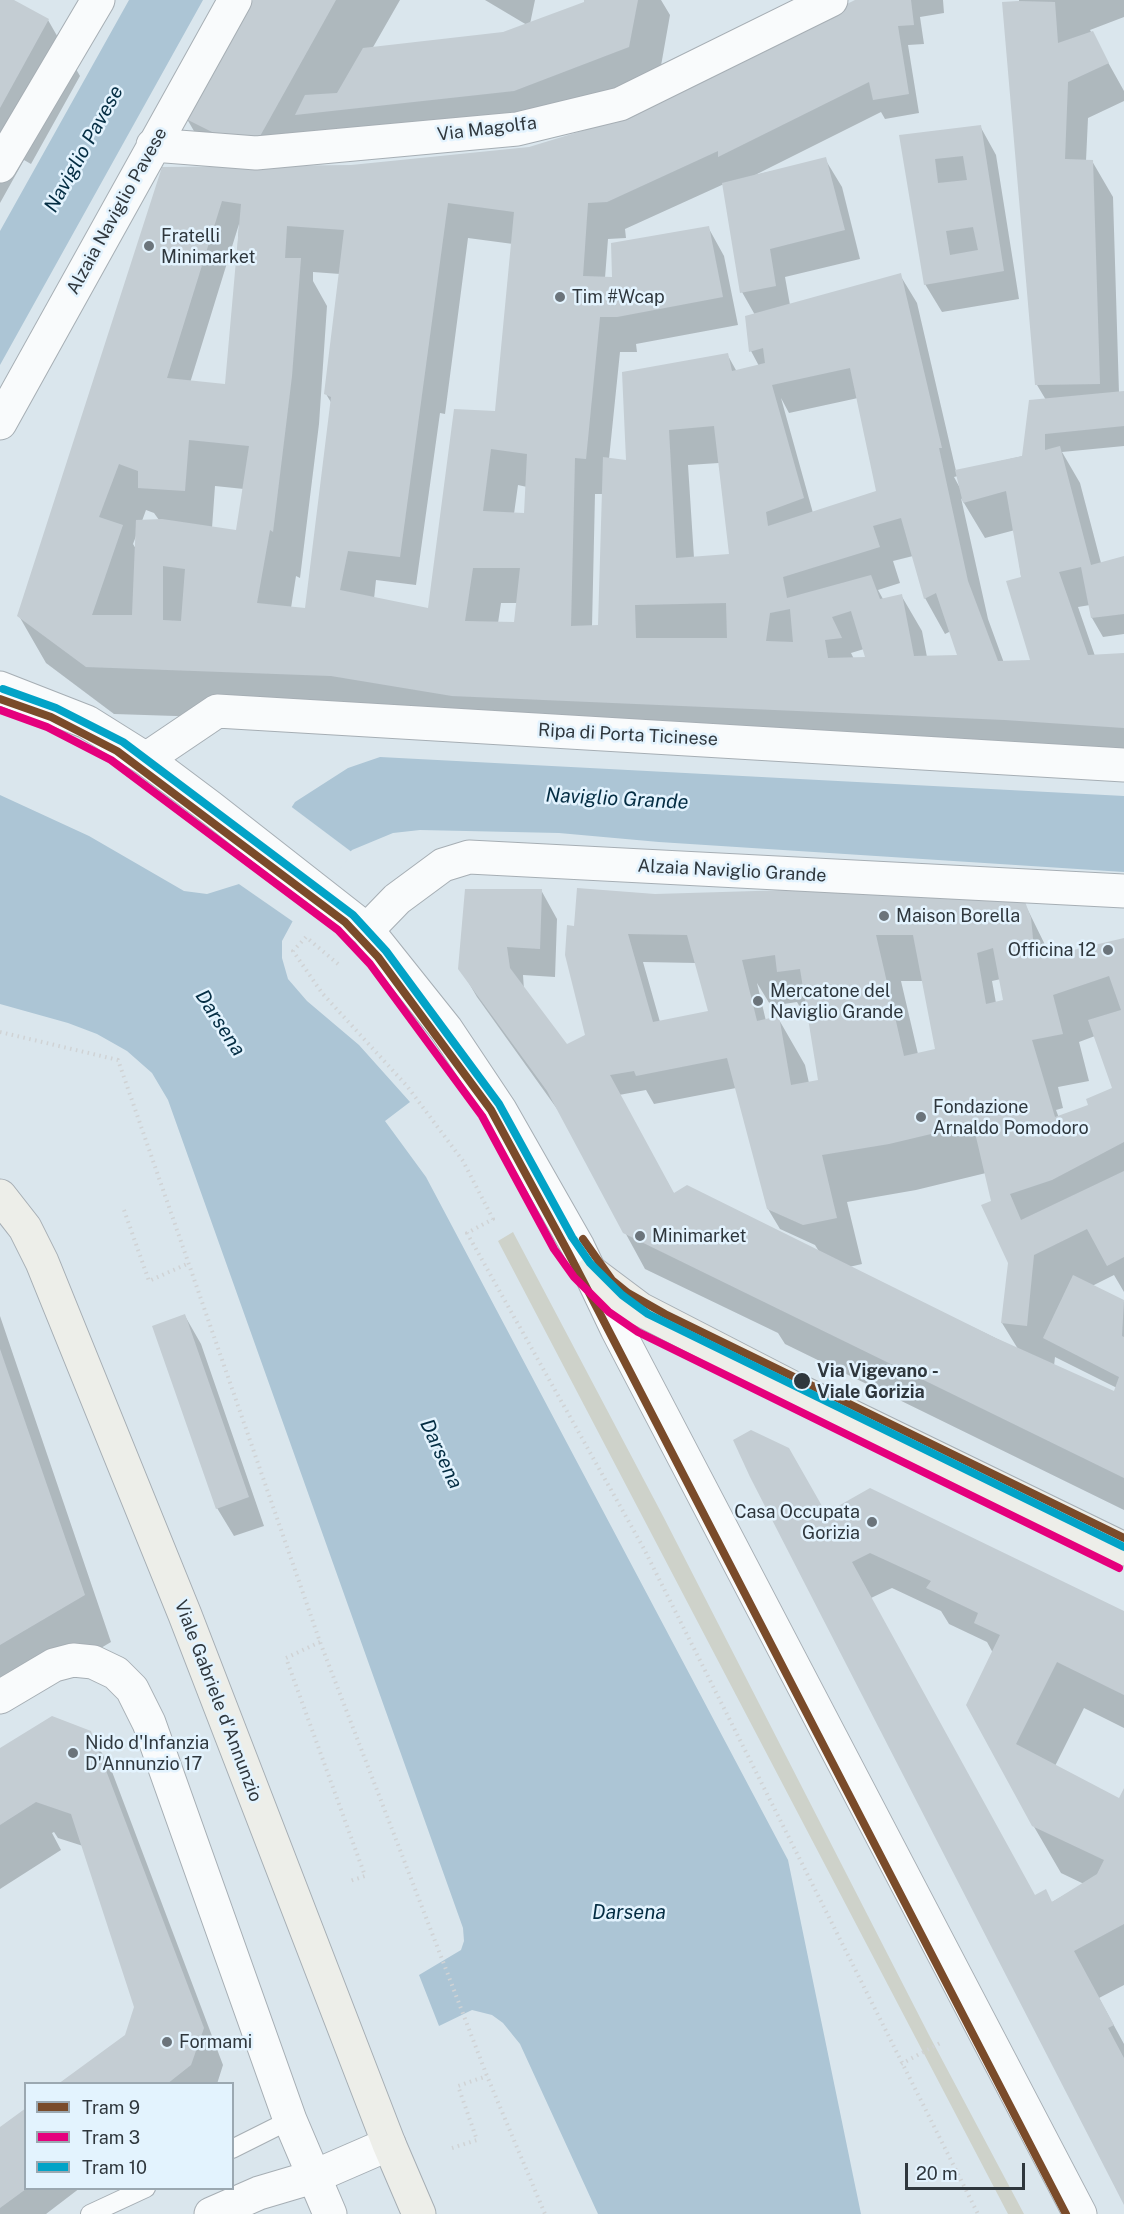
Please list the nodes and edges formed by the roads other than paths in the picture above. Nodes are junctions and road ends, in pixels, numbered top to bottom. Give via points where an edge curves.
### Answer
1 (98, 0) edge
2 (235, 0) edge
3 (831, 0) edge
4 (153, 145) junction
5 (0, 166) edge
6 (0, 423) edge
7 (0, 688) edge
8 (146, 759) junction
9 (1124, 765) edge
10 (1124, 891) edge
11 (367, 930) junction
12 (0, 1196) edge
13 (592, 1273) junction
14 (1124, 1549) edge
15 (10, 1691) edge
16 (290, 2120) junction
17 (389, 2144) junction
18 (234, 2148) edge
19 (314, 2177) junction
20 (142, 2190) edge
21 (90, 2214) edge
22 (211, 2214) edge
23 (330, 2214) edge
24 (419, 2214) edge
25 (1080, 2214) edge

1 - 5 street
2 - 4 street, Alzaia Naviglio Pavese
3 - 4 street, Via Magolfa via 620,104 517,129 256,153
4 - 6 street, Alzaia Naviglio Pavese
7 - 8 street via 87,722
8 - 9 street, Ripa di Porta Ticinese via 217,711
8 - 11 street
10 - 11 street, Alzaia Naviglio Grande via 469,857 443,865 397,899
11 - 13 street via 447,1029 500,1110
12 - 17 main road, Viale Gabriele d'Annunzio via 25,1228 42,1262 185,1615
13 - 14 main road via 640,1309 734,1358
13 - 25 street via 627,1349
15 - 16 street via 54,1665 73,1659 93,1662 116,1673 132,1689 149,1723
16 - 18 lane
16 - 19 street
17 - 19 street
17 - 24 main road, Viale Gabriele d'Annunzio
19 - 22 street via 259,2193
19 - 23 street
20 - 21 lane

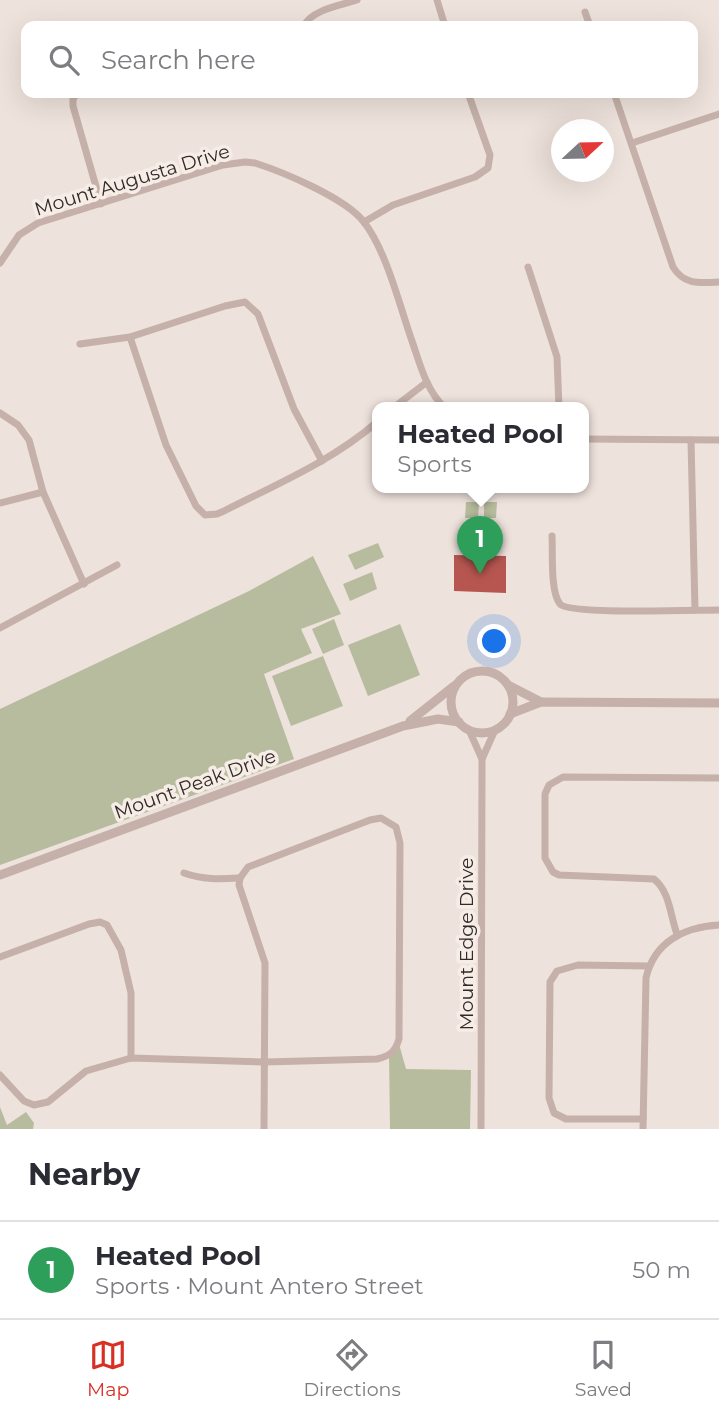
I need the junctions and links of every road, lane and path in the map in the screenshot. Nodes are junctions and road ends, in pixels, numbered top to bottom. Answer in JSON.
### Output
{"nodes":[{"id":1,"x":357,"y":0,"type":"edge"},
{"id":2,"x":437,"y":0,"type":"edge"},
{"id":3,"x":585,"y":12,"type":"dead end"},
{"id":4,"x":306,"y":21,"type":"edge"},
{"id":5,"x":443,"y":21,"type":"edge"},
{"id":6,"x":588,"y":21,"type":"edge"},
{"id":7,"x":74,"y":98,"type":"edge"},
{"id":8,"x":470,"y":98,"type":"edge"},
{"id":9,"x":616,"y":98,"type":"edge"},
{"id":10,"x":719,"y":114,"type":"edge"},
{"id":11,"x":632,"y":143,"type":"junction"},
{"id":12,"x":101,"y":204,"type":"junction"},
{"id":13,"x":364,"y":222,"type":"junction"},
{"id":14,"x":0,"y":263,"type":"edge"},
{"id":15,"x":528,"y":267,"type":"dead end"},
{"id":16,"x":719,"y":282,"type":"edge"},
{"id":17,"x":130,"y":337,"type":"junction"},
{"id":18,"x":80,"y":344,"type":"dead end"},
{"id":19,"x":427,"y":383,"type":"junction"},
{"id":20,"x":401,"y":402,"type":"edge"},
{"id":21,"x":441,"y":402,"type":"edge"},
{"id":22,"x":559,"y":402,"type":"edge"},
{"id":23,"x":0,"y":414,"type":"edge"},
{"id":24,"x":372,"y":426,"type":"edge"},
{"id":25,"x":589,"y":439,"type":"edge"},
{"id":26,"x":691,"y":440,"type":"junction"},
{"id":27,"x":719,"y":440,"type":"edge"},
{"id":28,"x":322,"y":461,"type":"junction"},
{"id":29,"x":43,"y":492,"type":"junction"},
{"id":30,"x":0,"y":503,"type":"edge"},
{"id":31,"x":552,"y":536,"type":"dead end"},
{"id":32,"x":117,"y":565,"type":"dead end"},
{"id":33,"x":84,"y":584,"type":"junction"},
{"id":34,"x":695,"y":610,"type":"junction"},
{"id":35,"x":719,"y":610,"type":"edge"},
{"id":36,"x":0,"y":628,"type":"edge"},
{"id":37,"x":458,"y":682,"type":"junction"},
{"id":38,"x":508,"y":685,"type":"junction"},
{"id":39,"x":541,"y":702,"type":"junction"},
{"id":40,"x":719,"y":703,"type":"edge"},
{"id":41,"x":510,"y":714,"type":"junction"},
{"id":42,"x":459,"y":722,"type":"junction"},
{"id":43,"x":403,"y":726,"type":"junction"},
{"id":44,"x":469,"y":730,"type":"junction"},
{"id":45,"x":495,"y":730,"type":"junction"},
{"id":46,"x":482,"y":759,"type":"junction"},
{"id":47,"x":719,"y":778,"type":"edge"},
{"id":48,"x":184,"y":873,"type":"dead end"},
{"id":49,"x":0,"y":875,"type":"edge"},
{"id":50,"x":240,"y":878,"type":"junction"},
{"id":51,"x":719,"y":925,"type":"edge"},
{"id":52,"x":677,"y":934,"type":"junction"},
{"id":53,"x":0,"y":957,"type":"edge"},
{"id":54,"x":649,"y":967,"type":"junction"},
{"id":55,"x":131,"y":1058,"type":"junction"},
{"id":56,"x":265,"y":1062,"type":"junction"},
{"id":57,"x":0,"y":1075,"type":"edge"},
{"id":58,"x":643,"y":1119,"type":"junction"},
{"id":59,"x":264,"y":1129,"type":"edge"},
{"id":60,"x":481,"y":1129,"type":"edge"},
{"id":61,"x":643,"y":1129,"type":"edge"}],
"edges":[{"from":1,"to":4,"type":"street"},
{"from":2,"to":5,"type":"street"},
{"from":3,"to":6,"type":"street"},
{"from":7,"to":12,"type":"street"},
{"from":8,"to":13,"type":"street"},
{"from":9,"to":11,"type":"street"},
{"from":10,"to":11,"type":"street"},
{"from":11,"to":16,"type":"street"},
{"from":12,"to":13,"type":"street","name":"Mount Augusta Drive"},
{"from":12,"to":14,"type":"street","name":"Mount Augusta Drive"},
{"from":13,"to":19,"type":"street","name":"Mount Augusta Drive"},
{"from":15,"to":22,"type":"street"},
{"from":17,"to":18,"type":"street"},
{"from":17,"to":28,"type":"street"},
{"from":17,"to":28,"type":"street"},
{"from":19,"to":20,"type":"street"},
{"from":19,"to":21,"type":"street","name":"Mount Augusta Drive"},
{"from":23,"to":29,"type":"street"},
{"from":24,"to":28,"type":"street"},
{"from":25,"to":26,"type":"street"},
{"from":26,"to":27,"type":"street"},
{"from":26,"to":34,"type":"street"},
{"from":29,"to":30,"type":"street"},
{"from":29,"to":33,"type":"street"},
{"from":31,"to":34,"type":"street"},
{"from":32,"to":33,"type":"street"},
{"from":33,"to":36,"type":"street"},
{"from":34,"to":35,"type":"street"},
{"from":37,"to":38,"type":"street","name":"Mount Peak Drive"},
{"from":37,"to":42,"type":"street"},
{"from":37,"to":43,"type":"street","name":"Mount Peak Drive"},
{"from":38,"to":39,"type":"street","name":"Mount Peak Drive"},
{"from":38,"to":41,"type":"street"},
{"from":39,"to":40,"type":"street","name":"Mount Peak Drive"},
{"from":39,"to":41,"type":"street","name":"Mount Peak Drive"},
{"from":41,"to":45,"type":"street","name":"Mount Peak Drive"},
{"from":42,"to":43,"type":"street","name":"Mount Peak Drive"},
{"from":42,"to":44,"type":"street"},
{"from":43,"to":49,"type":"street","name":"Mount Peak Drive"},
{"from":44,"to":45,"type":"street"},
{"from":44,"to":46,"type":"street","name":"Mount Edge Drive"},
{"from":45,"to":46,"type":"street","name":"Mount Edge Drive"},
{"from":46,"to":60,"type":"street","name":"Mount Edge Drive"},
{"from":47,"to":52,"type":"street"},
{"from":48,"to":50,"type":"street"},
{"from":50,"to":56,"type":"street"},
{"from":50,"to":56,"type":"street"},
{"from":51,"to":52,"type":"street"},
{"from":52,"to":54,"type":"street"},
{"from":53,"to":55,"type":"street"},
{"from":54,"to":58,"type":"street"},
{"from":54,"to":58,"type":"street"},
{"from":55,"to":56,"type":"street"},
{"from":55,"to":57,"type":"street"},
{"from":56,"to":59,"type":"street"},
{"from":58,"to":61,"type":"street"}]}
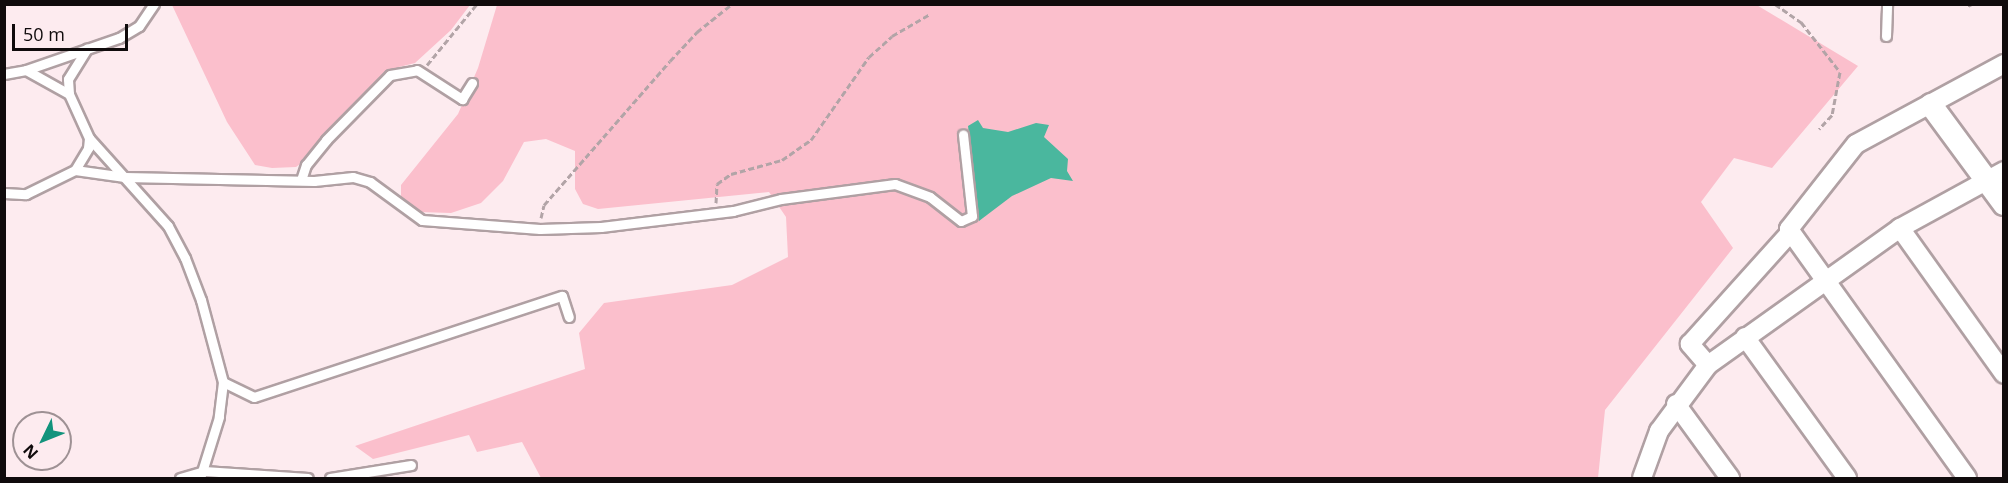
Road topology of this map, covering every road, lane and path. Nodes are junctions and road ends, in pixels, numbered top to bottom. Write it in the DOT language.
graph roads {
  1 [pos="154,4"];
  2 [pos="477,4"];
  3 [pos="732,4"];
  4 [pos="1775,4"];
  5 [pos="1887,4"];
  6 [pos="930,14"];
  7 [pos="1886,36"];
  8 [pos="87,49"];
  9 [pos="2004,64"];
  10 [pos="26,70"];
  11 [pos="422,73"];
  12 [pos="4,74"];
  13 [pos="472,83"];
  14 [pos="69,94"];
  15 [pos="1931,105"];
  16 [pos="1819,129"];
  17 [pos="963,134"];
  18 [pos="89,138"];
  19 [pos="75,170"];
  20 [pos="1995,176"];
  21 [pos="125,177"];
  22 [pos="301,180"];
  23 [pos="4,193"];
  24 [pos="2004,204"];
  25 [pos="715,213"];
  26 [pos="1900,228"];
  27 [pos="540,229"];
  28 [pos="1791,232"];
  29 [pos="1824,279"];
  30 [pos="569,317"];
  31 [pos="1745,337"];
  32 [pos="1708,365"];
  33 [pos="2004,374"];
  34 [pos="224,382"];
  35 [pos="1676,404"];
  36 [pos="411,465"];
  37 [pos="202,475"];
  38 [pos="180,478"];
  39 [pos="309,478"];
  40 [pos="330,478"];
  41 [pos="1642,478"];
  42 [pos="1730,478"];
  43 [pos="1847,478"];
  44 [pos="1967,478"];
  1 -- 8 [label="lane"];
  2 -- 11 [label="path"];
  3 -- 27 [label="path"];
  4 -- 16 [label="path"];
  5 -- 7 [label="lane"];
  6 -- 25 [label="path"];
  8 -- 10 [label="lane"];
  8 -- 14 [label="lane"];
  9 -- 15 [label="street"];
  10 -- 12 [label="lane"];
  10 -- 14 [label="lane"];
  11 -- 13 [label="lane"];
  11 -- 22 [label="lane"];
  14 -- 18 [label="lane"];
  15 -- 20 [label="street"];
  15 -- 28 [label="street"];
  17 -- 25 [label="lane"];
  18 -- 19 [label="lane"];
  18 -- 21 [label="lane"];
  19 -- 21 [label="lane"];
  19 -- 23 [label="lane"];
  20 -- 24 [label="street"];
  20 -- 26 [label="street"];
  21 -- 22 [label="lane"];
  21 -- 34 [label="lane"];
  22 -- 27 [label="lane"];
  25 -- 27 [label="lane"];
  26 -- 29 [label="street"];
  26 -- 33 [label="street"];
  28 -- 29 [label="street"];
  28 -- 32 [label="street"];
  29 -- 31 [label="street"];
  29 -- 44 [label="street"];
  30 -- 34 [label="lane"];
  31 -- 32 [label="street"];
  31 -- 43 [label="street"];
  32 -- 35 [label="street"];
  34 -- 37 [label="lane"];
  35 -- 41 [label="street"];
  35 -- 42 [label="street"];
  36 -- 40 [label="lane"];
  37 -- 38 [label="lane"];
  37 -- 39 [label="lane"];
}
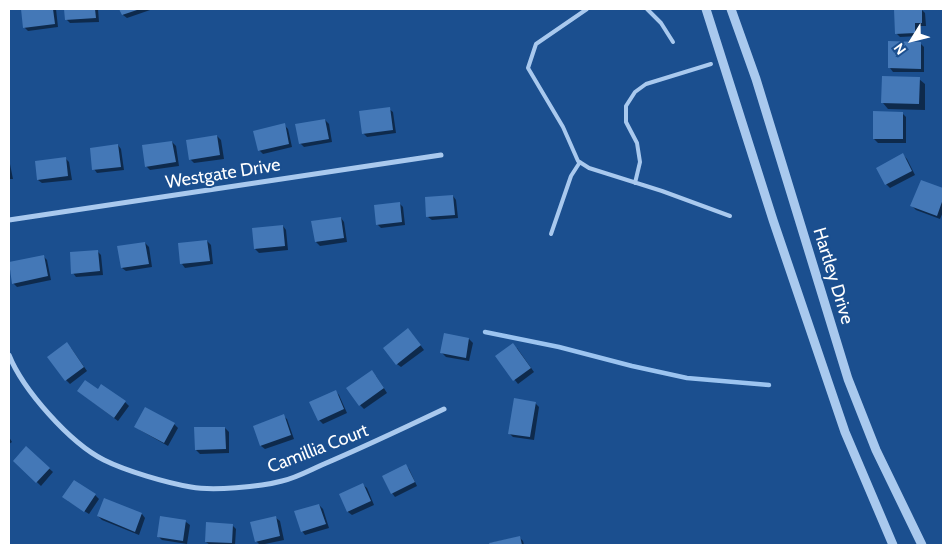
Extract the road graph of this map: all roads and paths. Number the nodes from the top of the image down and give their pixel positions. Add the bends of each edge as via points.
1 (587, 9) edge
2 (647, 9) edge
3 (706, 9) edge
4 (731, 9) edge
5 (673, 42) dead end
6 (711, 64) dead end
7 (440, 155) dead end
8 (580, 162) junction
9 (635, 183) junction
10 (730, 216) dead end
11 (9, 220) edge
12 (551, 234) dead end
13 (9, 355) edge
14 (444, 409) dead end
15 (893, 545) edge
16 (922, 545) edge

1 - 8 lane via 536,44 528,68
2 - 5 lane
3 - 15 street via 844,432
4 - 16 street, Hartley Drive via 756,78 848,379 876,450
6 - 9 lane via 646,84 635,92 626,106 626,122 637,143 640,162
7 - 11 street, Westgate Drive
8 - 9 lane
8 - 12 lane via 571,176
9 - 10 lane
13 - 14 street, Camillia Court via 32,394 55,422 103,460 133,472 192,487 239,488 282,482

• [Aim of the exercise]:
Go line by line through the records above and copy each one containing "paths".

• [Task response]:
Please list the nodes and edges formed by the roads other than paths in the picture above. Nodes are junctions and road ends, in pixels, numbered top to bottom. Give via points where an edge curves.
Extract the road graph of this map: all roads and paths. Number the nodes from the top of the image down and give their pixel positions. Add the bends of each edge as via points.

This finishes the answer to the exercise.